How advertisements decrease our life satisfaction

A recent essay by Gustaaf Haan in the Volkskrant (in Dutch) discussed the role of advertising in the world around us and the ease with which we’ve come to accept living in a world filled with ads, despite their negative effects.

He starts off by emphasizing that there is a growing awareness of the need to decrease consumption if we want to move towards a more sustainable world. It will not be enough to make some products more green or to tweak some product chains. A change to our everyday lives is needed. Even a bank like ABN AMRO has recently published a report with a conclusion that leaves little room for ambiguity: we need to consume less.

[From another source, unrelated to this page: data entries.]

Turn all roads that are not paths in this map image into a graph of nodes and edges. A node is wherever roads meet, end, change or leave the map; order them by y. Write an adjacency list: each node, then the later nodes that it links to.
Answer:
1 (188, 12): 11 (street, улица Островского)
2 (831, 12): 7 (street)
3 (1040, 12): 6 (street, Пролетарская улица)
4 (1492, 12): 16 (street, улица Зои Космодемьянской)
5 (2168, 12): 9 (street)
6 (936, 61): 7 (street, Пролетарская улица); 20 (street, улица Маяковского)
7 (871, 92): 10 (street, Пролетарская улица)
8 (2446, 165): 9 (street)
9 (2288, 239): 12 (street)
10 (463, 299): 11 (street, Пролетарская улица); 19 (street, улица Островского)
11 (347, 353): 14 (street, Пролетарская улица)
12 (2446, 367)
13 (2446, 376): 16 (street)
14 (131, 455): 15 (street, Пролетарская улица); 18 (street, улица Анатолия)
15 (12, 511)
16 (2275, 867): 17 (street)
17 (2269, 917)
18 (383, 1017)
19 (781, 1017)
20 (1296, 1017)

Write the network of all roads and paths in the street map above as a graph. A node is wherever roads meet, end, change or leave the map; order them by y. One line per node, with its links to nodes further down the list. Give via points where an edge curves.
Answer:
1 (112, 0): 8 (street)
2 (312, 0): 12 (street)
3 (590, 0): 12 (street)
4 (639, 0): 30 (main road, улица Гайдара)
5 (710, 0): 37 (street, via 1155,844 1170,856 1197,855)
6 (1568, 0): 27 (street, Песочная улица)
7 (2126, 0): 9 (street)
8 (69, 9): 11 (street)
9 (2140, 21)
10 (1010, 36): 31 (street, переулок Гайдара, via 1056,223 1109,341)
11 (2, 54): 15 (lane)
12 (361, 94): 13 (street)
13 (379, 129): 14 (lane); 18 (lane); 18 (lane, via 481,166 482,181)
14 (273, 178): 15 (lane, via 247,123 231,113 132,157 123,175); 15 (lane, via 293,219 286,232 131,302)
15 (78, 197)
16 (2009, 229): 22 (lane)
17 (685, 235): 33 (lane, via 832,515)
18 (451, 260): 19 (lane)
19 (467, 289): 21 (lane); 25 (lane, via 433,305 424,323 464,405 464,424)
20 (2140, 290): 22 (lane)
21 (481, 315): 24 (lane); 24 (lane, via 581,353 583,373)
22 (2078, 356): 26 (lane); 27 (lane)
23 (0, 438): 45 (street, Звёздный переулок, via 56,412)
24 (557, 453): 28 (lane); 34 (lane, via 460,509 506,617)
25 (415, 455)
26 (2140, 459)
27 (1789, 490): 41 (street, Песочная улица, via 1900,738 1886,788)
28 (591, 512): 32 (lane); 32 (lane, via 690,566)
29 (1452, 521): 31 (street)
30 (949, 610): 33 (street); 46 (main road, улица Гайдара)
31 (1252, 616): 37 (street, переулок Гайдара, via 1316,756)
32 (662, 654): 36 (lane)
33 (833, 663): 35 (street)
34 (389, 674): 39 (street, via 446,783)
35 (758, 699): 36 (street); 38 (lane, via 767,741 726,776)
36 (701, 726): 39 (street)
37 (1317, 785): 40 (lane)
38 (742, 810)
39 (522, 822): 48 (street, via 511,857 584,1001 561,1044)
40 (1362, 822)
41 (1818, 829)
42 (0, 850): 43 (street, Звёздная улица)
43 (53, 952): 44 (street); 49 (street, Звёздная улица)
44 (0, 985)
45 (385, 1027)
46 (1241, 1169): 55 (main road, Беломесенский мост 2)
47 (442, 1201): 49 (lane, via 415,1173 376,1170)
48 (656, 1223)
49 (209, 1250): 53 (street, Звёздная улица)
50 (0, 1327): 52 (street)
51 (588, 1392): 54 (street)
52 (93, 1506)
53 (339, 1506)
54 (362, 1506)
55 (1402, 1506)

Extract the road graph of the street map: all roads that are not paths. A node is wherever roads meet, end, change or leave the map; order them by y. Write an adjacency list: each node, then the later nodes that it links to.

Yet we are surrounded by advertising everywhere we go. And not even the sheer volume of commercial messages is the most alarming part, but the message inherent to advertising itself. Ads are by function designed to make you aware of something you need. Someone you need to be. They show you how you could be more happy or more successful. They implicitly reveal the gap between what you are and what you could be.

In light of this message it hardly comes as a surprise that modern day advertising does not do any favors to our happiness. A large 2019 study analyzed the relation between life satisfaction and advertisement spending in 27 European countries over the last 30 years. The results indicate that whenever advertisement spending is increased, it is followed by a decrease in life satisfaction shortly after. As a matter of fact, the results show that a hypothetical doubling of advertisement spending would lead to a 3% decrease in life satisfaction among the population (!). That is roughly half of the life satisfaction effect of someone that has just divorced. 

We are so conditioned to regard advertisements everywhere around us as normal that we forget to ask ourselves if the effects on our planet and life satisfaction are even worth it.